• WORK ITEM: Go through the data below. List every line that holds the word "Zima".

++++++++++++++++++++

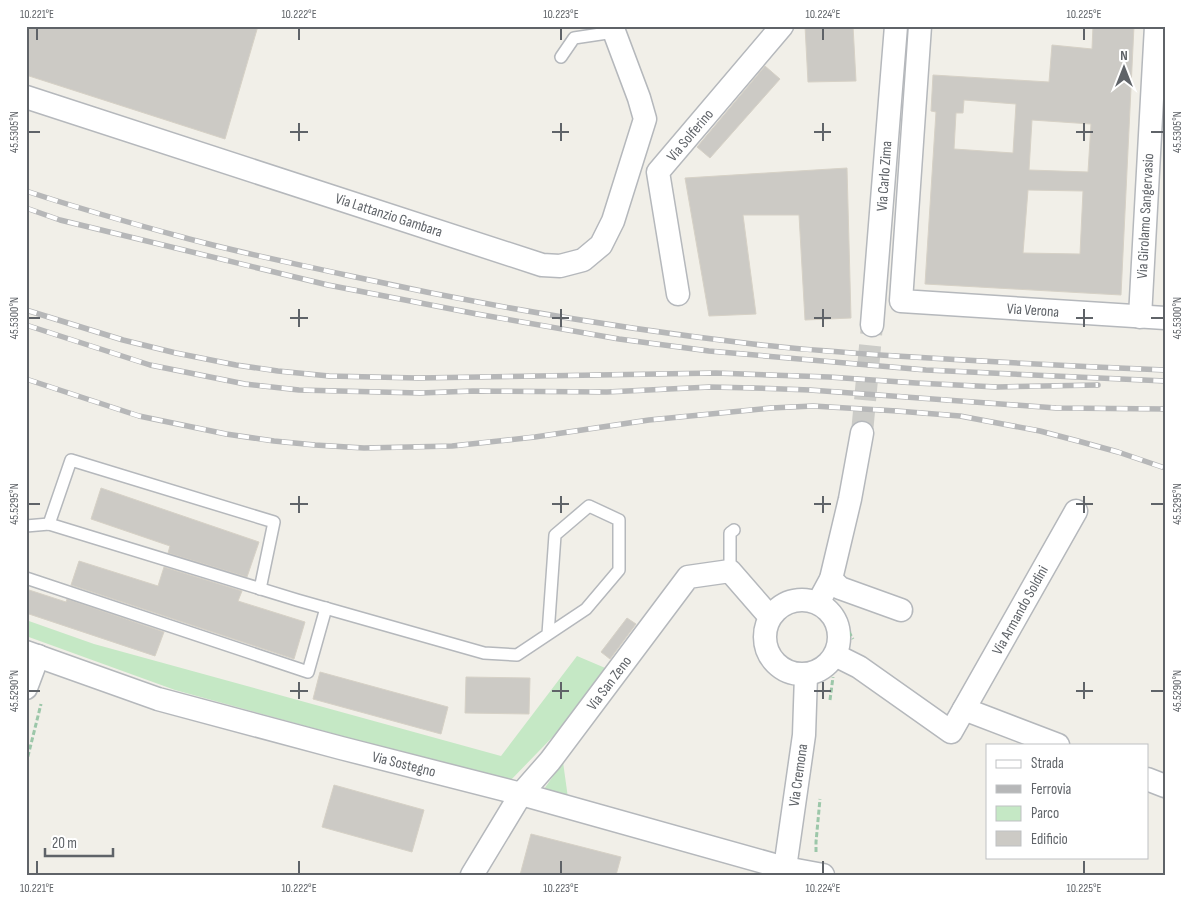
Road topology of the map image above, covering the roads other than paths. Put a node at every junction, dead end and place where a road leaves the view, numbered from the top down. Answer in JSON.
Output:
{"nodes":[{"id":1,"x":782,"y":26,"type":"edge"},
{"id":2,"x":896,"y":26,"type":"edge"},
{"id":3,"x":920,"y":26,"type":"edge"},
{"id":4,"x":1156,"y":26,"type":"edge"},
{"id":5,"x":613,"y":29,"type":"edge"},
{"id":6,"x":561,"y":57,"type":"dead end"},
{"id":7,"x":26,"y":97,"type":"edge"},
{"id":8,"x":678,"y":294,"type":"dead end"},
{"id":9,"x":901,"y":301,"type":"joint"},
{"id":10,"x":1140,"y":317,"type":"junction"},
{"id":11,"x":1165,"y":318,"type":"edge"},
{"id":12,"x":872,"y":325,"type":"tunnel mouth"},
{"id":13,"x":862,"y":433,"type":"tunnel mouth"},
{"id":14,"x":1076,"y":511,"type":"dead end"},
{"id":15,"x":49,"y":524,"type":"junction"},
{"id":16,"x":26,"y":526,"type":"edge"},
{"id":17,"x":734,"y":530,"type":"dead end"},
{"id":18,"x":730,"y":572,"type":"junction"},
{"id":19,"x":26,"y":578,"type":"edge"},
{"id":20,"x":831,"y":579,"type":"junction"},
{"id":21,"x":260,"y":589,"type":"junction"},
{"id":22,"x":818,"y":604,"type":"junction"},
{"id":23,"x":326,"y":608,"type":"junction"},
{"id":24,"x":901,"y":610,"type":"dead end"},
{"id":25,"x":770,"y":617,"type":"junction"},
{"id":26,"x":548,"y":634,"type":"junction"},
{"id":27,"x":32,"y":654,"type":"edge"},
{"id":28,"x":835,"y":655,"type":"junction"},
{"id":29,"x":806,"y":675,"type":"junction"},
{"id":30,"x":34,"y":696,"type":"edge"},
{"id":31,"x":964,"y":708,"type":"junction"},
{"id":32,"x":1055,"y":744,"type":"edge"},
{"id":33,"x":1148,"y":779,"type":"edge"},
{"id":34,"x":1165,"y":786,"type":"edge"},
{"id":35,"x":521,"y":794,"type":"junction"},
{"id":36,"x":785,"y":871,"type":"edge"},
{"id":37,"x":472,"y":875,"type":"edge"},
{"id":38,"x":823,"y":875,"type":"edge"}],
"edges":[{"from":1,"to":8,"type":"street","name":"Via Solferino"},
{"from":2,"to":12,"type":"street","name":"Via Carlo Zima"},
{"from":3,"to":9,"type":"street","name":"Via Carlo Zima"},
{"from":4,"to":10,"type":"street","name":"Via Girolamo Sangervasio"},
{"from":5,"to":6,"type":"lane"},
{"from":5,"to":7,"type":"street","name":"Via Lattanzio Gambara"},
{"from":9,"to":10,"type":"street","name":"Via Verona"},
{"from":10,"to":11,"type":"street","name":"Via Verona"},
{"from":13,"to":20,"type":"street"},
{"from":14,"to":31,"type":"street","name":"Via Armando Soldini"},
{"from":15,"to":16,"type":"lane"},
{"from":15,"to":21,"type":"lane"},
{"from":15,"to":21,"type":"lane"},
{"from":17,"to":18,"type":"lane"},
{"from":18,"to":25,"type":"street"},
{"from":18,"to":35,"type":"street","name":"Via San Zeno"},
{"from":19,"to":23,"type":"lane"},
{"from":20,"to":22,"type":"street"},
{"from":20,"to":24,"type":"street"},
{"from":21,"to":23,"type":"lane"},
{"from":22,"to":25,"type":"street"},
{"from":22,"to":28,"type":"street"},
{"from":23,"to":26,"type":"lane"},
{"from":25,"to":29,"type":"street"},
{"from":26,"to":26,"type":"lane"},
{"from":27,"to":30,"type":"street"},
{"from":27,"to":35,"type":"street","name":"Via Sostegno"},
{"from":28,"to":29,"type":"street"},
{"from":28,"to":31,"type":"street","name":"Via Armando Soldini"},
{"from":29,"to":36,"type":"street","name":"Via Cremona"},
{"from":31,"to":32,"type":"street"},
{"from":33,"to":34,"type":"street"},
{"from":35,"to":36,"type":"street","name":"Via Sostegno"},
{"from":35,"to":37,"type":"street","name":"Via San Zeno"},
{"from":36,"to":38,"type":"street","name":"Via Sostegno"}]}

++++++++++++++++++++

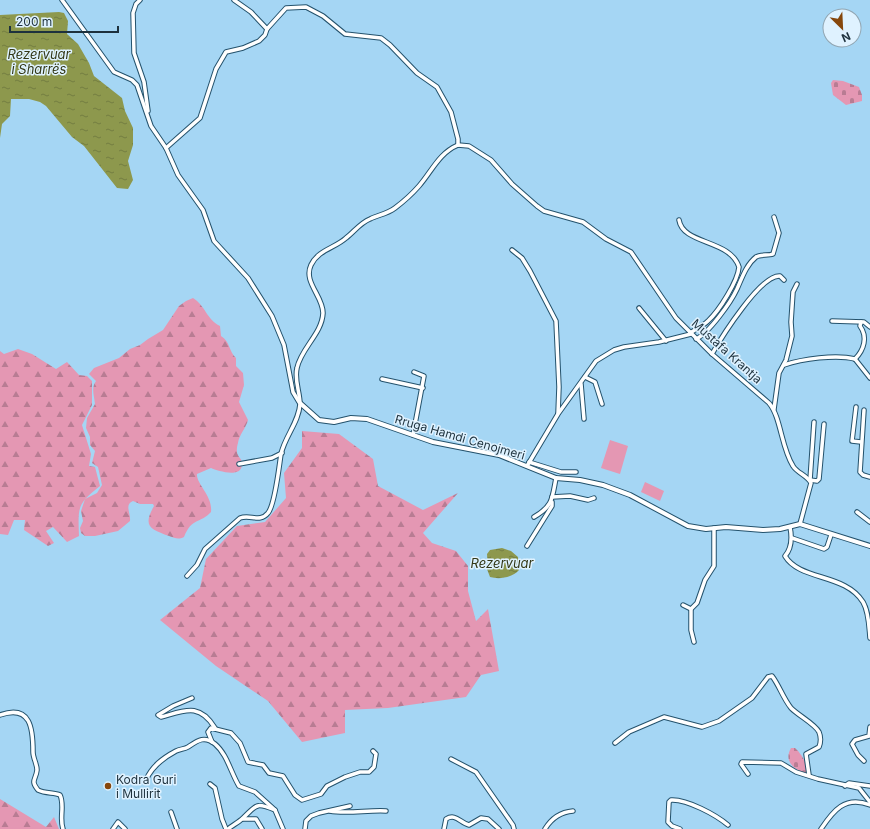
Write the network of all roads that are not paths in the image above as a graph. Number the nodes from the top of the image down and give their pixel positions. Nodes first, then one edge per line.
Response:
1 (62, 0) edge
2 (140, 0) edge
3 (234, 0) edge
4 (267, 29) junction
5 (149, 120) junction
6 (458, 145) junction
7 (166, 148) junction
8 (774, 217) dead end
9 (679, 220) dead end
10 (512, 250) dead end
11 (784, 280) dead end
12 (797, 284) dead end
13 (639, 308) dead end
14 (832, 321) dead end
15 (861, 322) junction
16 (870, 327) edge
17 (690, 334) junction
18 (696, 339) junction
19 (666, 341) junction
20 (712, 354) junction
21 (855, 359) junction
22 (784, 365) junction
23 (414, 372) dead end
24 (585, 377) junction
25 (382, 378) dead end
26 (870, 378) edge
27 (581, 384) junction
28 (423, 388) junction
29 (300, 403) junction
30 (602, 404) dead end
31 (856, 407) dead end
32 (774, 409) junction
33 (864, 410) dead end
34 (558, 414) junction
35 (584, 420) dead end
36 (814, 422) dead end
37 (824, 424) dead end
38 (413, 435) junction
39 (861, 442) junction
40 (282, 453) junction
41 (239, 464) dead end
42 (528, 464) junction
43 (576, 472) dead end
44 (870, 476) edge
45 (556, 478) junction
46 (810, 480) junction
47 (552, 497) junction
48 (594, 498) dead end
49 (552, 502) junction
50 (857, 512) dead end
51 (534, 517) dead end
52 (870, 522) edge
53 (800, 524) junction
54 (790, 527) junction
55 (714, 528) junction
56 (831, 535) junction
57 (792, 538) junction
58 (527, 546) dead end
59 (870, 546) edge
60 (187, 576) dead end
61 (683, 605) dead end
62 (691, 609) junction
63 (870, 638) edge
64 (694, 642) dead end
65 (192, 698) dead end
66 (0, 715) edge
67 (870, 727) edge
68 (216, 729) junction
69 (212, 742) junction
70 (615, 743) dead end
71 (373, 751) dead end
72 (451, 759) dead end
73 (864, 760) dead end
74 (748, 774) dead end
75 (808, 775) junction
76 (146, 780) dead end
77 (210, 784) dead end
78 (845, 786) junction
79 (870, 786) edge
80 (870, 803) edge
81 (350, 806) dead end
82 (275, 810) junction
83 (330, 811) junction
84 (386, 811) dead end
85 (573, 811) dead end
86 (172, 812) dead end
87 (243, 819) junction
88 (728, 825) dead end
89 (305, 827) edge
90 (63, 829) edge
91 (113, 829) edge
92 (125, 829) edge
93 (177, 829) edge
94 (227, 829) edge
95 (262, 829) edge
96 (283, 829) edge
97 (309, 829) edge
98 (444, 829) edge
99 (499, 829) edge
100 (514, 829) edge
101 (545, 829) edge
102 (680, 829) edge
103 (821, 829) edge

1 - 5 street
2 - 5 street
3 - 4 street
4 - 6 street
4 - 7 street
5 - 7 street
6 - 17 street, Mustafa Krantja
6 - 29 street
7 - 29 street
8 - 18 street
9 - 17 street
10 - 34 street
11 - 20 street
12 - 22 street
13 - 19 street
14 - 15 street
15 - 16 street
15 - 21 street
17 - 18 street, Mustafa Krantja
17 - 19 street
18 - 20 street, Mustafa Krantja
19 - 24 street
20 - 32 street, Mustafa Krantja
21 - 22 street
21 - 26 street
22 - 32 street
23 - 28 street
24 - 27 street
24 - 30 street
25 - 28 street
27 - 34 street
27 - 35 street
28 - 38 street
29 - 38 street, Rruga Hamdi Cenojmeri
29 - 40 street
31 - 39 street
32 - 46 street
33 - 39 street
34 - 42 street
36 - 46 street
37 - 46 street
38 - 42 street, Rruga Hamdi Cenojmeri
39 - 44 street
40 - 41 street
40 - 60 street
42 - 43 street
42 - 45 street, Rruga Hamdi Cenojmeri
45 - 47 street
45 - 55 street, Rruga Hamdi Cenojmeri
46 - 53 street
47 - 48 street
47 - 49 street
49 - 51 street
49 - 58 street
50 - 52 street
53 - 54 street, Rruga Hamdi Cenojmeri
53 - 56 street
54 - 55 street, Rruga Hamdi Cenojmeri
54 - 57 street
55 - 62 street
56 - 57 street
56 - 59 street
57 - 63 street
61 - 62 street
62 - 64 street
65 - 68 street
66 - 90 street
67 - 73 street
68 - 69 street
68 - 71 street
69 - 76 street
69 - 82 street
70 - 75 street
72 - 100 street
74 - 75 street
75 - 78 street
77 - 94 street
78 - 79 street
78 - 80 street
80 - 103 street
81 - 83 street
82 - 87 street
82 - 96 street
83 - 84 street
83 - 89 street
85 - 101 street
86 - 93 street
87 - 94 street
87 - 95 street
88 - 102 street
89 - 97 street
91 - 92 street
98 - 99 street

++++++++++++++++++++

• THE COMPLETED TASK:
{"from":2,"to":12,"type":"street","name":"Via Carlo Zima"},
{"from":3,"to":9,"type":"street","name":"Via Carlo Zima"},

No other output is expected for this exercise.